EXERCISE GOAL: Gather all lines from the material that contain "沿江西路".

SOURCE INFORMATION:

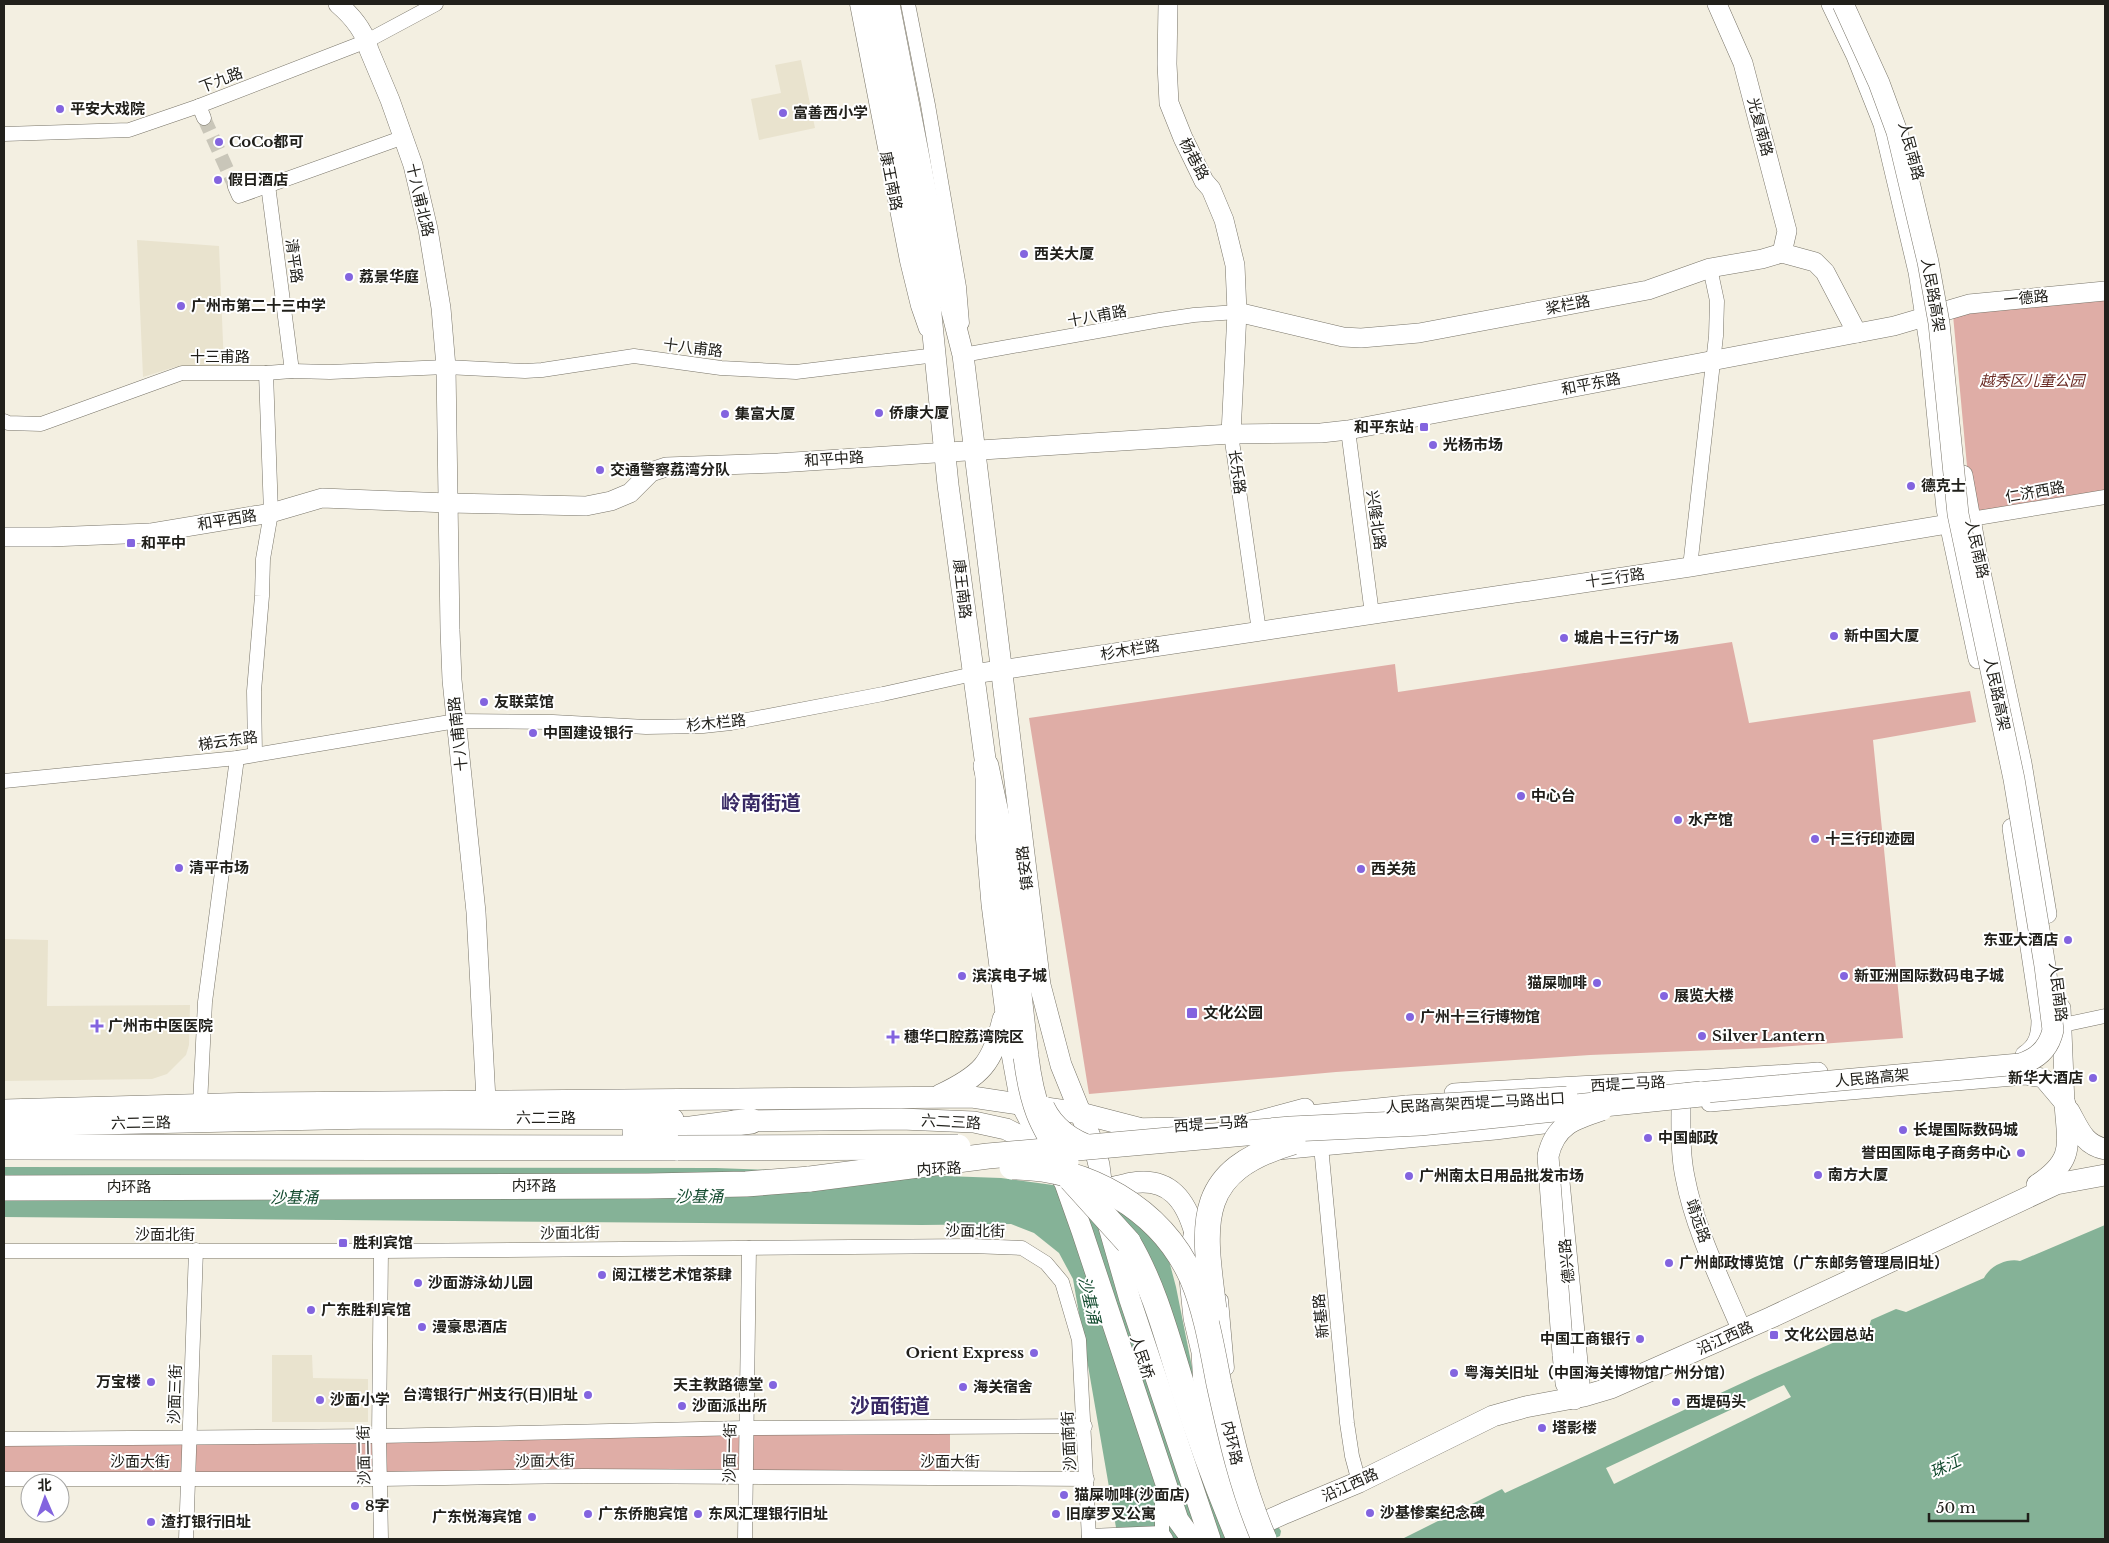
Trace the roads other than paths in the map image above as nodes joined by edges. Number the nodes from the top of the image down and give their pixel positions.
1 (338, 4) edge
2 (436, 4) edge
3 (857, 4) edge
4 (874, 4) edge
5 (889, 4) edge
6 (908, 4) edge
7 (1168, 4) edge
8 (1718, 4) edge
9 (1832, 4) edge
10 (1843, 4) edge
11 (1854, 4) edge
12 (367, 41) junction
13 (4, 134) edge
14 (404, 137) junction
15 (268, 185) junction
16 (237, 191) dead end
17 (1782, 253) junction
18 (1710, 268) junction
19 (2105, 291) edge
20 (1947, 310) junction
21 (1237, 312) junction
22 (1926, 318) junction
23 (1857, 332) junction
24 (936, 355) junction
25 (963, 355) junction
26 (1713, 360) junction
27 (446, 367) junction
28 (292, 371) junction
29 (266, 373) junction
30 (4, 421) edge
31 (1348, 430) junction
32 (1231, 434) junction
33 (975, 450) junction
34 (944, 452) junction
35 (2105, 497) edge
36 (448, 503) junction
37 (271, 513) junction
38 (1971, 519) junction
39 (1948, 524) junction
40 (4, 537) edge
41 (1690, 567) junction
42 (1372, 614) junction
43 (1258, 631) junction
44 (1001, 669) junction
45 (973, 674) junction
46 (456, 721) junction
47 (255, 754) junction
48 (237, 758) junction
49 (986, 766) junction
50 (4, 781) edge
51 (1005, 1010) junction
52 (2105, 1016) edge
53 (2063, 1025) junction
54 (1026, 1057) junction
55 (1061, 1065) junction
56 (2012, 1066) junction
57 (1613, 1085) junction
58 (938, 1096) junction
59 (896, 1097) junction
60 (1691, 1099) junction
61 (486, 1100) junction
62 (1021, 1102) junction
63 (200, 1104) junction
64 (2065, 1104) junction
65 (1524, 1106) junction
66 (1604, 1109) junction
67 (4, 1110) edge
68 (895, 1119) junction
69 (751, 1121) junction
70 (1081, 1123) junction
71 (1249, 1123) junction
72 (1556, 1123) junction
73 (4, 1126) edge
74 (1138, 1128) junction
75 (1292, 1145) junction
76 (332, 1146) junction
77 (1321, 1146) junction
78 (4, 1147) edge
79 (2105, 1149) edge
80 (2105, 1175) edge
81 (810, 1180) junction
82 (1065, 1184) junction
83 (4, 1188) edge
84 (1102, 1190) junction
85 (1077, 1203) junction
86 (2010, 1204) junction
87 (1195, 1233) junction
88 (1128, 1242) junction
89 (749, 1248) junction
90 (196, 1250) junction
91 (4, 1251) edge
92 (381, 1251) junction
93 (1742, 1331) junction
94 (1080, 1340) joint
95 (1574, 1398) junction
96 (1084, 1426) junction
97 (746, 1428) junction
98 (1229, 1431) junction
99 (379, 1436) junction
100 (190, 1438) junction
101 (4, 1439) edge
102 (1159, 1466) junction
103 (746, 1477) junction
104 (187, 1478) junction
105 (4, 1479) edge
106 (380, 1479) junction
107 (1087, 1479) junction
108 (1360, 1482) junction
109 (1285, 1512) junction
110 (1164, 1536) edge
111 (1245, 1536) edge
112 (1091, 1537) edge
113 (186, 1539) edge
114 (381, 1539) edge
115 (745, 1539) edge
116 (1202, 1539) edge
117 (1210, 1539) edge

1 - 12 street, 十八甫北路
2 - 12 street, 下九路
3 - 24 street, 康王南路
4 - 24 main road, 康王南路
5 - 25 main road, 康王南路
6 - 25 street, 康王南路
7 - 21 street, 杨巷路
8 - 17 street, 光复南路
9 - 22 street, 人民南路
10 - 60 main road, 人民路高架, bridge
11 - 20 street, 人民南路
12 - 13 street, 下九路
12 - 14 street, 十八甫北路
14 - 15 street
14 - 27 street, 十八甫北路
15 - 16 street
15 - 28 street, 清平路
17 - 18 street, 桨栏路
17 - 23 street
18 - 21 street, 桨栏路
18 - 26 street
19 - 20 street, 一德路
20 - 22 street, 和平东路
20 - 38 street, 人民南路
21 - 25 street, 十八甫路
21 - 32 street, 长乐路
22 - 23 street, 和平东路
22 - 39 street, 人民南路
23 - 26 street, 和平东路
24 - 27 street, 十八甫路
24 - 34 main road, 康王南路
25 - 33 main road, 康王南路
26 - 31 street, 和平东路
26 - 41 street
27 - 28 street, 十三甫路
27 - 36 street, 十八甫南路
28 - 29 street, 十三甫路
29 - 30 street, 十三甫路
29 - 37 street
31 - 32 street, 和平东路
31 - 42 street, 兴隆北路
32 - 33 street, 和平中路
32 - 43 street, 长乐路
33 - 34 street, 和平中路
33 - 44 main road, 康王南路
34 - 36 street, 和平中路
34 - 45 main road, 康王南路
35 - 38 street, 仁济西路
36 - 37 street, 和平西路
36 - 46 street, 十八甫南路
37 - 40 street, 和平西路
37 - 47 street
38 - 39 street, 十三行路
38 - 53 street, 人民南路
39 - 41 street, 十三行路
39 - 56 street, 人民南路
41 - 42 street, 十三行路
42 - 43 street, 十三行路
43 - 44 street, 杉木栏路
44 - 45 street, 杉木栏路
44 - 55 main road, 镇安路
45 - 46 street, 杉木栏路
45 - 49 main road
46 - 47 street, 梯云东路
46 - 61 street, 十八甫南路
47 - 48 street, 梯云东路
48 - 50 street, 梯云东路
48 - 63 street
49 - 51 main road
49 - 54 highway
51 - 58 main road
51 - 62 main road
52 - 53 street
53 - 64 street, 人民南路
54 - 75 main road, bridge
54 - 88 highway, bridge
55 - 70 main road, 人民桥
55 - 74 main road
56 - 57 street, 西堤二马路
56 - 60 street, 西堤二马路
56 - 64 street
57 - 65 street
57 - 71 street, 西堤二马路
58 - 59 main road, 六二三路
58 - 62 main road, 六二三路
59 - 61 main road, 六二三路
59 - 68 main road
60 - 66 main road, bridge
60 - 71 main road, 人民路高架西堤二马路出口, bridge
60 - 72 street, 西堤二马路
60 - 81 highway, bridge
60 - 93 street, 靖远路
61 - 63 main road, 六二三路
62 - 70 main road, 六二三路
62 - 82 main road
63 - 67 main road, 六二三路
64 - 79 main road
64 - 86 main road
65 - 71 street
65 - 72 street
66 - 75 main road, bridge
66 - 95 main road, bridge
68 - 69 main road, 六二三路
68 - 82 main road, 六二三路
69 - 73 main road, 六二三路
69 - 76 highway
70 - 74 main road, 六二三路
70 - 82 street
70 - 84 main road, 人民桥
71 - 74 street, 西堤二马路
72 - 77 street, 西堤二马路
72 - 95 street, 德兴路
75 - 77 street, 西堤二马路
75 - 87 street, 西堤二马路
75 - 98 highway, bridge
75 - 109 street
76 - 78 highway
76 - 88 highway, 内环路, bridge
77 - 108 street, 新基路
80 - 86 main road, 沿江西路
81 - 83 highway, 内环路
81 - 98 highway, 内环路, bridge
82 - 85 main road, 人民桥
84 - 87 main road
84 - 117 main road, 人民桥, bridge
85 - 102 main road
85 - 116 main road, 人民桥
86 - 93 main road, 沿江西路
87 - 109 street
88 - 111 highway, 内环路
89 - 92 street, 沙面北街
89 - 94 street, 沙面北街
89 - 97 street, 沙面一街
90 - 91 street, 沙面北街
90 - 92 street, 沙面北街
90 - 100 street, 沙面三街
92 - 99 street, 沙面二街
93 - 95 main road, 沿江西路
94 - 96 street, 沙面南街
95 - 108 main road, 沿江西路
96 - 97 street, 沙面大街
96 - 107 street, 沙面南街
97 - 99 street, 沙面大街
97 - 103 street, 沙面一街
98 - 111 highway, 内环路, bridge
99 - 100 street, 沙面大街
99 - 106 street, 沙面二街
100 - 101 street, 沙面大街
100 - 104 street, 沙面三街
102 - 110 street
102 - 116 main road
103 - 106 street, 沙面大街
103 - 107 street, 沙面大街
103 - 115 street, 沙面一街
104 - 105 street, 沙面大街
104 - 106 street, 沙面大街
104 - 113 street, 沙面三街
106 - 114 street, 沙面二街
107 - 112 street, 沙面南街
108 - 109 main road, 沿江西路
109 - 111 main road, 沿江西路
110 - 112 street

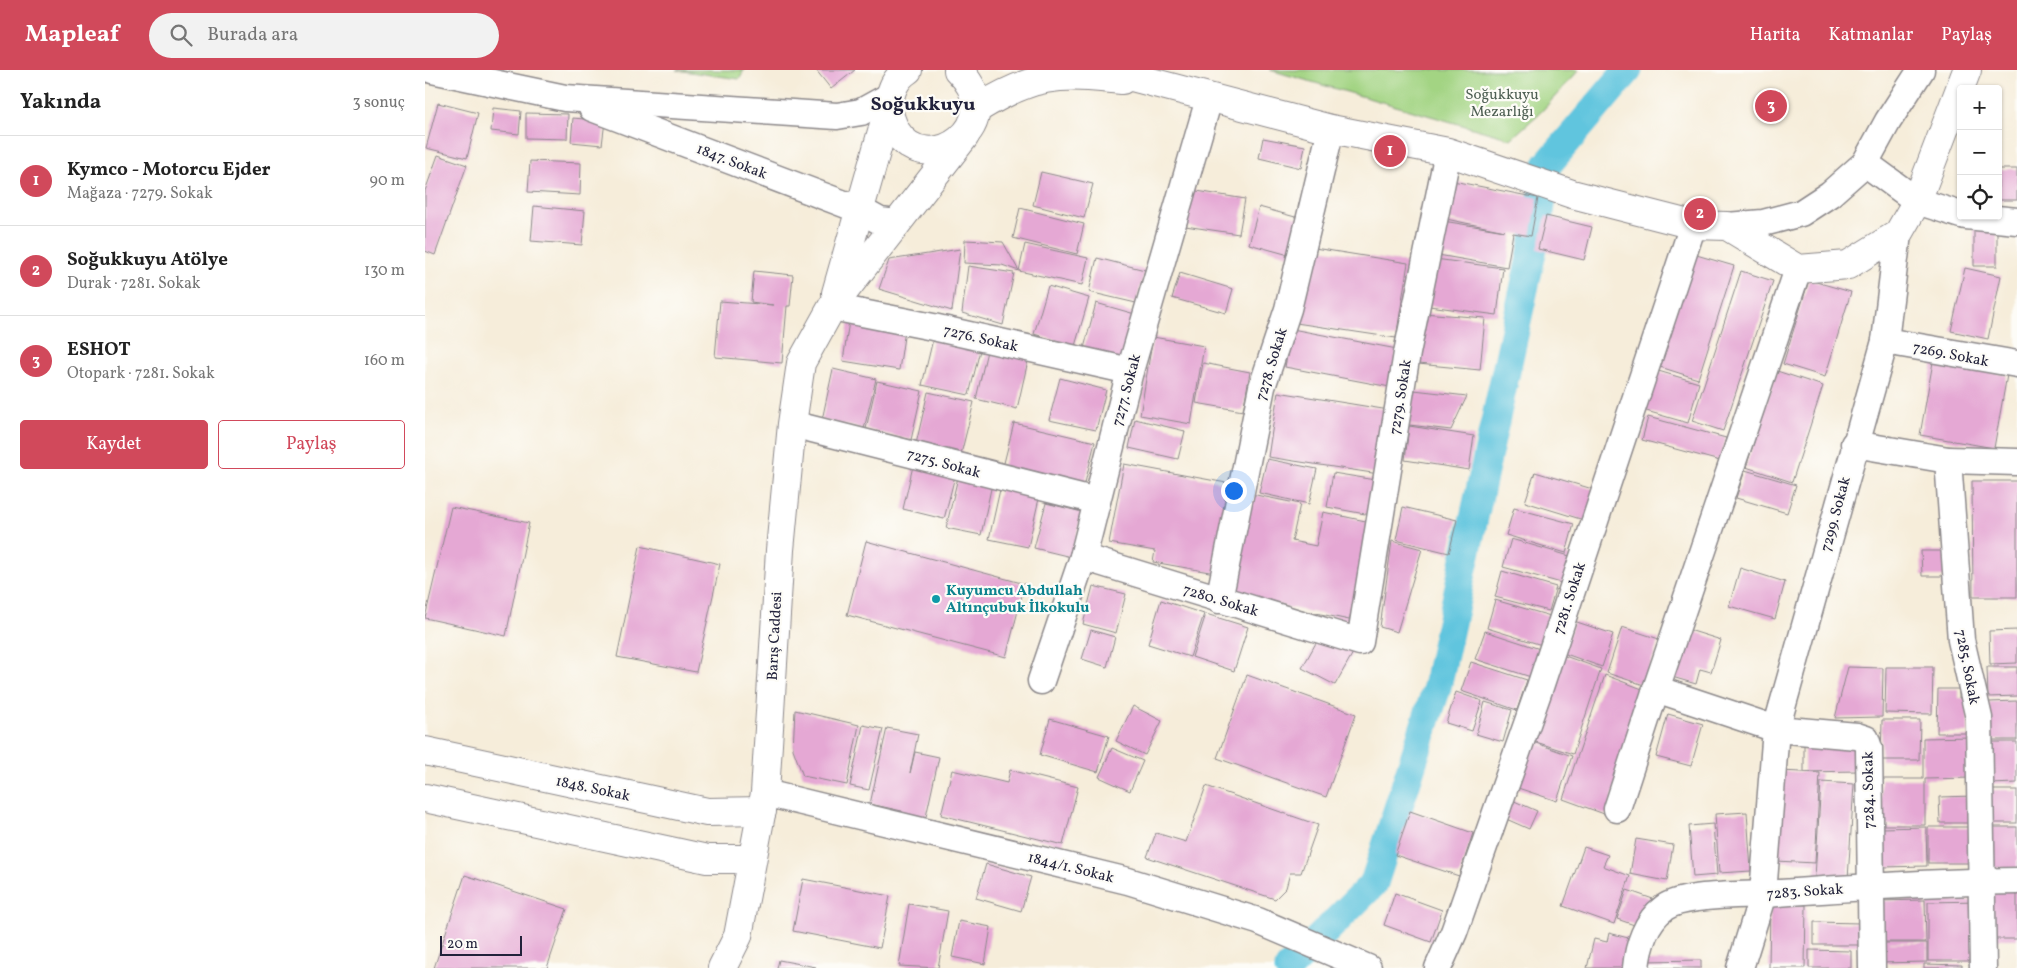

RESPONSE AREA:
80 - 86 main road, 沿江西路
86 - 93 main road, 沿江西路
93 - 95 main road, 沿江西路
95 - 108 main road, 沿江西路
108 - 109 main road, 沿江西路
109 - 111 main road, 沿江西路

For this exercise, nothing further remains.